> [Work task]:
Print the material underneath in full, keeping every line exactly as it is.

::::

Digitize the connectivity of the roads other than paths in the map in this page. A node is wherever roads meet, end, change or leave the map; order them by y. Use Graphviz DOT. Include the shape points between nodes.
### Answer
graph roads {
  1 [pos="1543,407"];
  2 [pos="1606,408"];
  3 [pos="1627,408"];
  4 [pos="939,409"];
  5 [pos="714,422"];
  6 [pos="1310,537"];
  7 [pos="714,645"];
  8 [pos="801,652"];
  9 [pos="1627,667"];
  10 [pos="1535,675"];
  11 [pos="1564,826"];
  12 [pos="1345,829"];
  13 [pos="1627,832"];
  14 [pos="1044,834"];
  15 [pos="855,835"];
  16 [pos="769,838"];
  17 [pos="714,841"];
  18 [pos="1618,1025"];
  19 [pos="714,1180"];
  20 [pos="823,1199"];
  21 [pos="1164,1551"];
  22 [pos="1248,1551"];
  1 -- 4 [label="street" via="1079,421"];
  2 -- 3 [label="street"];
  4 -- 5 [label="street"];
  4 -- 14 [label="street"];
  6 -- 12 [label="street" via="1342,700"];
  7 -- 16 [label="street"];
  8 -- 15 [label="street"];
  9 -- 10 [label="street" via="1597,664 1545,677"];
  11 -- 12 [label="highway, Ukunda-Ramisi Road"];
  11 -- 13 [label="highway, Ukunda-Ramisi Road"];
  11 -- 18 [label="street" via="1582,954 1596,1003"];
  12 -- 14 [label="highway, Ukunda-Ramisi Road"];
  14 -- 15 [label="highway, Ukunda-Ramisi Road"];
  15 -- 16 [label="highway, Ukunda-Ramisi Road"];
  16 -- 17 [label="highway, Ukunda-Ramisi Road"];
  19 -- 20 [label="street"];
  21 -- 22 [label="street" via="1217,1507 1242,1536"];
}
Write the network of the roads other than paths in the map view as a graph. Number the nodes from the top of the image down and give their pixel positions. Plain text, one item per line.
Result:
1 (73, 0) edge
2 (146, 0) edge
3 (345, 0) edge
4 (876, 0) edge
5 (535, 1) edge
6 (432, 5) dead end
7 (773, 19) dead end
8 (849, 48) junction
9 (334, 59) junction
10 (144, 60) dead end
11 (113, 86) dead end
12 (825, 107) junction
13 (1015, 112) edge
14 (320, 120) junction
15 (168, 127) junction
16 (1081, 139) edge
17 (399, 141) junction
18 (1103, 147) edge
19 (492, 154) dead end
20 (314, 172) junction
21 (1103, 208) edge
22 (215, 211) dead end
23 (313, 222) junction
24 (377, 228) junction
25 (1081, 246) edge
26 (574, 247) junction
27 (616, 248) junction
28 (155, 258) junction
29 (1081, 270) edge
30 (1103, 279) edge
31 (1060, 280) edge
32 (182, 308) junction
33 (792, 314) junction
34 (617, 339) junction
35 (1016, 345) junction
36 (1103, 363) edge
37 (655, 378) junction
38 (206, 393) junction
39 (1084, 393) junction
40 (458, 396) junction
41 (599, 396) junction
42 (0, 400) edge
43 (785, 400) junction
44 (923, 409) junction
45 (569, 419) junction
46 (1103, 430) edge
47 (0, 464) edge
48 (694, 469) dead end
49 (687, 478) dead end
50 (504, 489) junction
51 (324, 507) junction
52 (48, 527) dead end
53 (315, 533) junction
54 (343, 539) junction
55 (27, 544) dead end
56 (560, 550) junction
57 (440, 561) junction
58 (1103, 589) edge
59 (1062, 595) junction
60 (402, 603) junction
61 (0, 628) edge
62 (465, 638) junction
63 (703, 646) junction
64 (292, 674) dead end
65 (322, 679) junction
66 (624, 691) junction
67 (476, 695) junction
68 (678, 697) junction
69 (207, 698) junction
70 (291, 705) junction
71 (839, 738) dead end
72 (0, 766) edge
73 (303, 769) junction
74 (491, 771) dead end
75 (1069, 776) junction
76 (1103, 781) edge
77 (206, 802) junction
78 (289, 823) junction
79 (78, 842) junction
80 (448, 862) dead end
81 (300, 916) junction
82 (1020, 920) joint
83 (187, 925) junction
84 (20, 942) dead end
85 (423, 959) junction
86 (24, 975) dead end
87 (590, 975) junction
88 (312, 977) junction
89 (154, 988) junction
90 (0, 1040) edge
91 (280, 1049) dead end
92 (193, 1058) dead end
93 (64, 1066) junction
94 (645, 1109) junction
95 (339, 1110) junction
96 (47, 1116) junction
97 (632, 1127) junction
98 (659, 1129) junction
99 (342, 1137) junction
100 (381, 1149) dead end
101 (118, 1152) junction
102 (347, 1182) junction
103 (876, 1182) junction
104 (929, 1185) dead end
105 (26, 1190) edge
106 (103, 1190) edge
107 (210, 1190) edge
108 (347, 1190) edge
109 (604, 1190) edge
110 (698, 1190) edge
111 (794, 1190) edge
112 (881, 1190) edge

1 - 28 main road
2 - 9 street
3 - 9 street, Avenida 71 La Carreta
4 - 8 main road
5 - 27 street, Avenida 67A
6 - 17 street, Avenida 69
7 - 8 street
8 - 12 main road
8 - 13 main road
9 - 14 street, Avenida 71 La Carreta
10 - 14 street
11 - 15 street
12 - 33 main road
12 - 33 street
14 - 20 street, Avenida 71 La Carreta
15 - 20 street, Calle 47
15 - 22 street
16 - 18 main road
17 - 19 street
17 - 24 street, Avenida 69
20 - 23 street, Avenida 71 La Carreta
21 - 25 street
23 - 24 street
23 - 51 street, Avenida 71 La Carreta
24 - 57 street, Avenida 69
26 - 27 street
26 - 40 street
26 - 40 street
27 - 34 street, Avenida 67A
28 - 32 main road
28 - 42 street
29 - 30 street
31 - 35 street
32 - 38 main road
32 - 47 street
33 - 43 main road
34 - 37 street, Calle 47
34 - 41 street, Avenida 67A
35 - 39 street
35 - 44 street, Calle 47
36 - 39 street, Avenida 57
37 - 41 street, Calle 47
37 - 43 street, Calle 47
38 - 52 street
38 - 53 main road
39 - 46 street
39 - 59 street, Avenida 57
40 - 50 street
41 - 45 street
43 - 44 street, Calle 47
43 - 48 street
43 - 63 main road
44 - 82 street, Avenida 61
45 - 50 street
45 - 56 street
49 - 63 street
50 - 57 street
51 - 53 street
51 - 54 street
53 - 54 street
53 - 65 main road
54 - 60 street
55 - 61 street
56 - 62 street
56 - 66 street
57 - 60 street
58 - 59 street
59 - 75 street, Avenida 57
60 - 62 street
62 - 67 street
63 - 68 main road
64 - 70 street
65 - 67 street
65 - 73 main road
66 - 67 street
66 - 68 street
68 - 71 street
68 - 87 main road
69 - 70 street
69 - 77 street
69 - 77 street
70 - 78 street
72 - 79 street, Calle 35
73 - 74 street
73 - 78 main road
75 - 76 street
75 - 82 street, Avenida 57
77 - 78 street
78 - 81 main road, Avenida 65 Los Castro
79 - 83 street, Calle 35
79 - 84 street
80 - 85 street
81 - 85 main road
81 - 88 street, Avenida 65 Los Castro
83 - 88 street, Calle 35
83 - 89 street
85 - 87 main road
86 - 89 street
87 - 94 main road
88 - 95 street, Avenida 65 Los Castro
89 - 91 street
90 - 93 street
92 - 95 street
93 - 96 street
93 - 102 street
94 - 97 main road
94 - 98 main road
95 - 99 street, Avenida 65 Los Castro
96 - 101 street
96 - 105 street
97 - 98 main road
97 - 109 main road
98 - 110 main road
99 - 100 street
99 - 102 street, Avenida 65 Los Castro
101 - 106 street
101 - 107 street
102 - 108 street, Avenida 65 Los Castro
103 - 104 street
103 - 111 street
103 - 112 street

::::

> [Task answer]:
Digitize the connectivity of the roads other than paths in the map in this page. A node is wherever roads meet, end, change or leave the map; order them by y. Use Graphviz DOT. Include the shape points between nodes.
### Answer
graph roads {
  1 [pos="1543,407"];
  2 [pos="1606,408"];
  3 [pos="1627,408"];
  4 [pos="939,409"];
  5 [pos="714,422"];
  6 [pos="1310,537"];
  7 [pos="714,645"];
  8 [pos="801,652"];
  9 [pos="1627,667"];
  10 [pos="1535,675"];
  11 [pos="1564,826"];
  12 [pos="1345,829"];
  13 [pos="1627,832"];
  14 [pos="1044,834"];
  15 [pos="855,835"];
  16 [pos="769,838"];
  17 [pos="714,841"];
  18 [pos="1618,1025"];
  19 [pos="714,1180"];
  20 [pos="823,1199"];
  21 [pos="1164,1551"];
  22 [pos="1248,1551"];
  1 -- 4 [label="street" via="1079,421"];
  2 -- 3 [label="street"];
  4 -- 5 [label="street"];
  4 -- 14 [label="street"];
  6 -- 12 [label="street" via="1342,700"];
  7 -- 16 [label="street"];
  8 -- 15 [label="street"];
  9 -- 10 [label="street" via="1597,664 1545,677"];
  11 -- 12 [label="highway, Ukunda-Ramisi Road"];
  11 -- 13 [label="highway, Ukunda-Ramisi Road"];
  11 -- 18 [label="street" via="1582,954 1596,1003"];
  12 -- 14 [label="highway, Ukunda-Ramisi Road"];
  14 -- 15 [label="highway, Ukunda-Ramisi Road"];
  15 -- 16 [label="highway, Ukunda-Ramisi Road"];
  16 -- 17 [label="highway, Ukunda-Ramisi Road"];
  19 -- 20 [label="street"];
  21 -- 22 [label="street" via="1217,1507 1242,1536"];
}
Write the network of the roads other than paths in the map view as a graph. Number the nodes from the top of the image down and give their pixel positions. Plain text, one item per line.
Result:
1 (73, 0) edge
2 (146, 0) edge
3 (345, 0) edge
4 (876, 0) edge
5 (535, 1) edge
6 (432, 5) dead end
7 (773, 19) dead end
8 (849, 48) junction
9 (334, 59) junction
10 (144, 60) dead end
11 (113, 86) dead end
12 (825, 107) junction
13 (1015, 112) edge
14 (320, 120) junction
15 (168, 127) junction
16 (1081, 139) edge
17 (399, 141) junction
18 (1103, 147) edge
19 (492, 154) dead end
20 (314, 172) junction
21 (1103, 208) edge
22 (215, 211) dead end
23 (313, 222) junction
24 (377, 228) junction
25 (1081, 246) edge
26 (574, 247) junction
27 (616, 248) junction
28 (155, 258) junction
29 (1081, 270) edge
30 (1103, 279) edge
31 (1060, 280) edge
32 (182, 308) junction
33 (792, 314) junction
34 (617, 339) junction
35 (1016, 345) junction
36 (1103, 363) edge
37 (655, 378) junction
38 (206, 393) junction
39 (1084, 393) junction
40 (458, 396) junction
41 (599, 396) junction
42 (0, 400) edge
43 (785, 400) junction
44 (923, 409) junction
45 (569, 419) junction
46 (1103, 430) edge
47 (0, 464) edge
48 (694, 469) dead end
49 (687, 478) dead end
50 (504, 489) junction
51 (324, 507) junction
52 (48, 527) dead end
53 (315, 533) junction
54 (343, 539) junction
55 (27, 544) dead end
56 (560, 550) junction
57 (440, 561) junction
58 (1103, 589) edge
59 (1062, 595) junction
60 (402, 603) junction
61 (0, 628) edge
62 (465, 638) junction
63 (703, 646) junction
64 (292, 674) dead end
65 (322, 679) junction
66 (624, 691) junction
67 (476, 695) junction
68 (678, 697) junction
69 (207, 698) junction
70 (291, 705) junction
71 (839, 738) dead end
72 (0, 766) edge
73 (303, 769) junction
74 (491, 771) dead end
75 (1069, 776) junction
76 (1103, 781) edge
77 (206, 802) junction
78 (289, 823) junction
79 (78, 842) junction
80 (448, 862) dead end
81 (300, 916) junction
82 (1020, 920) joint
83 (187, 925) junction
84 (20, 942) dead end
85 (423, 959) junction
86 (24, 975) dead end
87 (590, 975) junction
88 (312, 977) junction
89 (154, 988) junction
90 (0, 1040) edge
91 (280, 1049) dead end
92 (193, 1058) dead end
93 (64, 1066) junction
94 (645, 1109) junction
95 (339, 1110) junction
96 (47, 1116) junction
97 (632, 1127) junction
98 (659, 1129) junction
99 (342, 1137) junction
100 (381, 1149) dead end
101 (118, 1152) junction
102 (347, 1182) junction
103 (876, 1182) junction
104 (929, 1185) dead end
105 (26, 1190) edge
106 (103, 1190) edge
107 (210, 1190) edge
108 (347, 1190) edge
109 (604, 1190) edge
110 (698, 1190) edge
111 (794, 1190) edge
112 (881, 1190) edge

1 - 28 main road
2 - 9 street
3 - 9 street, Avenida 71 La Carreta
4 - 8 main road
5 - 27 street, Avenida 67A
6 - 17 street, Avenida 69
7 - 8 street
8 - 12 main road
8 - 13 main road
9 - 14 street, Avenida 71 La Carreta
10 - 14 street
11 - 15 street
12 - 33 main road
12 - 33 street
14 - 20 street, Avenida 71 La Carreta
15 - 20 street, Calle 47
15 - 22 street
16 - 18 main road
17 - 19 street
17 - 24 street, Avenida 69
20 - 23 street, Avenida 71 La Carreta
21 - 25 street
23 - 24 street
23 - 51 street, Avenida 71 La Carreta
24 - 57 street, Avenida 69
26 - 27 street
26 - 40 street
26 - 40 street
27 - 34 street, Avenida 67A
28 - 32 main road
28 - 42 street
29 - 30 street
31 - 35 street
32 - 38 main road
32 - 47 street
33 - 43 main road
34 - 37 street, Calle 47
34 - 41 street, Avenida 67A
35 - 39 street
35 - 44 street, Calle 47
36 - 39 street, Avenida 57
37 - 41 street, Calle 47
37 - 43 street, Calle 47
38 - 52 street
38 - 53 main road
39 - 46 street
39 - 59 street, Avenida 57
40 - 50 street
41 - 45 street
43 - 44 street, Calle 47
43 - 48 street
43 - 63 main road
44 - 82 street, Avenida 61
45 - 50 street
45 - 56 street
49 - 63 street
50 - 57 street
51 - 53 street
51 - 54 street
53 - 54 street
53 - 65 main road
54 - 60 street
55 - 61 street
56 - 62 street
56 - 66 street
57 - 60 street
58 - 59 street
59 - 75 street, Avenida 57
60 - 62 street
62 - 67 street
63 - 68 main road
64 - 70 street
65 - 67 street
65 - 73 main road
66 - 67 street
66 - 68 street
68 - 71 street
68 - 87 main road
69 - 70 street
69 - 77 street
69 - 77 street
70 - 78 street
72 - 79 street, Calle 35
73 - 74 street
73 - 78 main road
75 - 76 street
75 - 82 street, Avenida 57
77 - 78 street
78 - 81 main road, Avenida 65 Los Castro
79 - 83 street, Calle 35
79 - 84 street
80 - 85 street
81 - 85 main road
81 - 88 street, Avenida 65 Los Castro
83 - 88 street, Calle 35
83 - 89 street
85 - 87 main road
86 - 89 street
87 - 94 main road
88 - 95 street, Avenida 65 Los Castro
89 - 91 street
90 - 93 street
92 - 95 street
93 - 96 street
93 - 102 street
94 - 97 main road
94 - 98 main road
95 - 99 street, Avenida 65 Los Castro
96 - 101 street
96 - 105 street
97 - 98 main road
97 - 109 main road
98 - 110 main road
99 - 100 street
99 - 102 street, Avenida 65 Los Castro
101 - 106 street
101 - 107 street
102 - 108 street, Avenida 65 Los Castro
103 - 104 street
103 - 111 street
103 - 112 street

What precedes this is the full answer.